Now scientists are trying to understand what sleep does for the brain — and what happens when it doesn’t happen as it should.
How the sleep cycle cleans the brain
Falling asleep is not the same as losing consciousness. When a person is sleeping, they experience structured cycles of brain activity with four distinct stages.
According to Dr. Matthew Pase, a psychologist at Monash University, the first stage is essentially the transition from wakefulness to sleep. “It’s very easy to be woken in stage one,” he told Being Patient. Then, sleep deepens as a person transitions from stage two to stage three, when slow wave sleep occurs. “This is quite restorative,” said Pase. “Your brain waves really slow down.”

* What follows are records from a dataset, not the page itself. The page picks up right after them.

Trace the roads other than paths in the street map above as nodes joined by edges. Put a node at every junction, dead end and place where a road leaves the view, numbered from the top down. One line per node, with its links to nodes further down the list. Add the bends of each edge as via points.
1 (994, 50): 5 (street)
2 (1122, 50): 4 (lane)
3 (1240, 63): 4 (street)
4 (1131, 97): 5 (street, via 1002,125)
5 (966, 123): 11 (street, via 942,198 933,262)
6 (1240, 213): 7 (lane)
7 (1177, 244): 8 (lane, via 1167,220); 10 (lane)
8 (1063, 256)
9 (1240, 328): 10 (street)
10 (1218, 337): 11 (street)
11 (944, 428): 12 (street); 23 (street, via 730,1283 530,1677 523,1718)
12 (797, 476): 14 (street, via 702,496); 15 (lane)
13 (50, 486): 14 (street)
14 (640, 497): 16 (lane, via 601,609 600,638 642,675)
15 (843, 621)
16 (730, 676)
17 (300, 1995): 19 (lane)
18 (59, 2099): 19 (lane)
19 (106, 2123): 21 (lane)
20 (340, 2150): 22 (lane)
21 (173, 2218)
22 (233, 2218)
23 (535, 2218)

Historically, sleep scientists linked slow wave sleep with the consolidation of memories, particularly declarative ones — facts and events. But Li-Feng Xiang-Jie, a neuroscientist at the University of Pennsylvania, says that explanation alone doesn’t fully account for the electrical activity that occurs in the brain. Only a few neurons in a region need to fire together to replay a specific memory, but during slow wave sleep, “there are thousands of neurons in the region that synchronize together,” Xiang-Jie told Being Patient.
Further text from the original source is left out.